Relaymedia

Emphasis on Mongolia from Korean Methodists

Feb 13, 2003 03:24 PM EST

A seed that was planted in Korea 100 years ago is taking root in Ulaanbaatar, Mongolia, today.

Korean United Methodists in the United States have raised $100,000 to build an information and training center in Mongolia. The United Methodist Board of Global Ministries will contribute another $100,000.

"The Korean United Methodist community decided to undertake this task because 100 years ago the Korean Christians were the receivers and now we have the opportunity to be the givers," says the Rev. Jong Sung Kim, executive with the Board of Global Ministries and director of the Korean American Centennial Planning Council.

The first group of Korean Christians in Hawaii came from Inchon Naeri Methodist Church, leaving the port of Inchon on Dec. 22, 1902, and arriving in Honolulu Jan. 12, 1903. To commemorate the event, a celebration will be held April 24-27 in Hawaii.

The theme of the celebration is "To Remember the Past, Celebrate the Present and Envision the Future." Raising funds for the Mongolian mission center will be part of the celebration, Kim says.

In April 2002, a group of more than 20 clergy and lay people representing the Korean American United Methodist Church visited Mongolia to study the needs of the people and find a location for the center.

The Rev. Kwang-Jin Kim, pastor of the Los Angeles Korean United Methodist Church, was part of the group that went to Mongolia.

"The (Mongolian) people are so happy the United Methodist Church is helping them," he says. "Mongolian and Korean people look alike, our languages are similar, and our culture is very similar.

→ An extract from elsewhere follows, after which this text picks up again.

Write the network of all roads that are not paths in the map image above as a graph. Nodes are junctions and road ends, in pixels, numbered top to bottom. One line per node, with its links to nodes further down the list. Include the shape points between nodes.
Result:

"When we worshiped together in the Mongolian church, we felt the oneness not only in spirit but in many ways."

Visiting Mongolia made members of the group happy with their decision to join with the Board of Global Ministries in their mission to that country, he says.

Christianity was not present in Mongolia until the 1990s, Jong Sung Kim points out.

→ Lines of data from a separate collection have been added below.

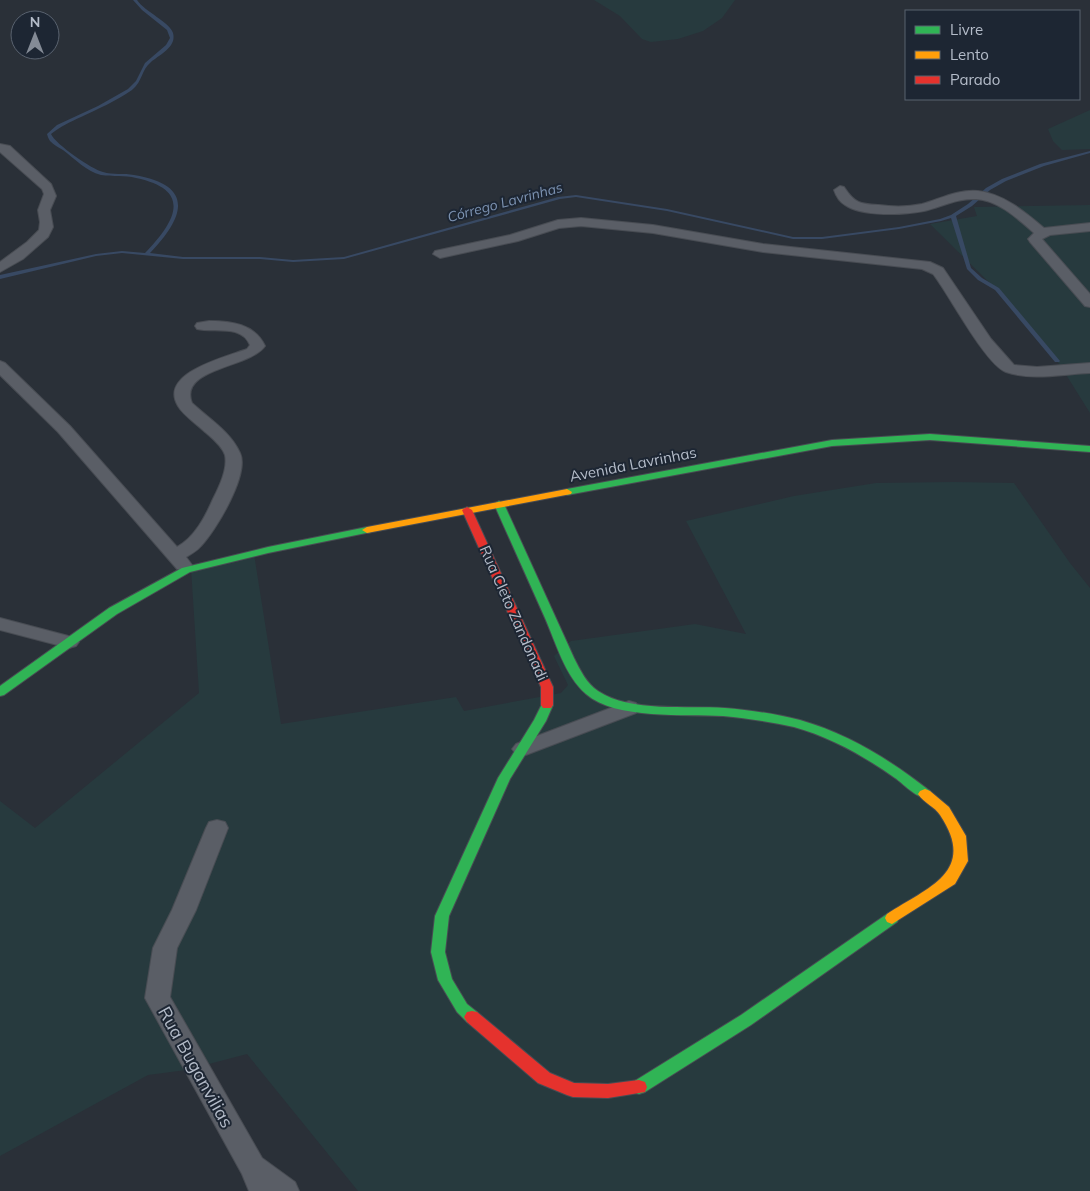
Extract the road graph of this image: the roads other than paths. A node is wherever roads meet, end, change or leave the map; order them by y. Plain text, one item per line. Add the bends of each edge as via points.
1 (0, 148) edge
2 (840, 190) dead end
3 (1090, 227) edge
4 (1042, 233) junction
5 (440, 254) dead end
6 (0, 268) edge
7 (1090, 303) edge
8 (202, 326) dead end
9 (0, 366) edge
10 (1090, 368) edge
11 (1090, 449) edge
12 (499, 504) junction
13 (467, 510) junction
14 (176, 555) junction
15 (186, 570) junction
16 (0, 624) edge
17 (69, 642) junction
18 (0, 692) edge
19 (629, 708) junction
20 (523, 749) junction
21 (217, 828) dead end
22 (252, 1166) junction
23 (263, 1191) edge
24 (285, 1191) edge

1 - 6 street via 6,149 51,193 44,210 47,222 44,234
2 - 4 street via 850,204 896,211 924,208 962,195 988,197
3 - 4 street
4 - 7 street via 1036,242
5 - 10 street via 558,224 581,222 653,229 763,248 925,265 938,271 996,357 1008,368
8 - 14 street via 225,326 242,331 254,337 258,346 252,352 198,372 182,388 185,404 229,447 234,457 229,482 203,531 196,542
9 - 14 street via 64,429
11 - 12 street, Avenida Lavrinhas via 930,437 832,443
12 - 13 street, Avenida Lavrinhas
12 - 19 street, Rua Cleto Zandonadi via 580,680 595,695
13 - 15 street, Avenida Lavrinhas
13 - 20 street, Rua Cleto Zandonadi via 547,687 547,706
14 - 15 street
15 - 17 street, Avenida Lavrinhas via 113,611
16 - 17 street
17 - 18 street, Avenida Lavrinhas
19 - 20 street
19 - 20 street, Rua Cleto Zandonadi via 725,712 771,718 812,728 857,747 944,810 959,836 961,861 950,880 746,1020 638,1088 573,1090 544,1078 462,1008 446,980 438,952 442,916 504,778
21 - 22 street, Rua Buganvilias via 165,948 157,998
22 - 23 street, Rua Buganvilias
22 - 24 street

In talking to government officials and representatives of various organizations, the group realized that there is both a need and openness for the involvement of the United Methodist Church in Mongolia, he says.

The new center will serve as a resource and training site for diverse areas of personal and community life.

The Rev. Sang Yean Cho, editor of United Methodists in Service and a member of the group that visited Mongolia, said the Wesleyan spirit of caring for the spiritual as well as social justice issues for individuals will be the model used at the mission center.

The proposed center will address several main areas of concern, including:

The establishment of United Methodist churches.

Leadership training for clergy.

Age-level ministries for children, youth and older adults.

Computer and job training, especially in the medical and health fields.

Special ministries to deal with alcoholism and other social problems.

The Board of Global Ministries has assigned Helen Sheperd as a missionary to Mongolia. She will spend time in language study, develop ways to communicate with the government, explore possibilities for online services, and address other technical details that will need to be worked out.

Participants in the 2002 visit have formed a mission support group to ensure that the Korean Methodist community provides ongoing support for the center and the church’s work in Mongolia. The group plans to raise $60,000 a year to support that ministry.

Work is under way to purchase the land. A Korean-American retired lay construction worker from the Los Angeles Korean United Methodist Church will go to Mongolia to oversee the beginning of the construction.

"This is a very significant project," Jong Sung Kim says. "Korean United Methodist churches are actively involved in missions, but oftentimes they go on their own without going through the denominational channel.

"This is the first opportunity the Korean community has taken on a massive scale to be in a mission with the United Methodist Church. This is an option we offered to the Korean community, and they responded. This model will continue in other venues around the world," he says.

Since its beginning in 1903, the Korean-American United Methodist community has grown to more than 420 congregations with 100,000 members. More than 540 Korean-American clergy are serving in Korean-speaking churches, cross-racial appointments, and general boards and agencies. That includes more than 100 Korean-American clergywomen.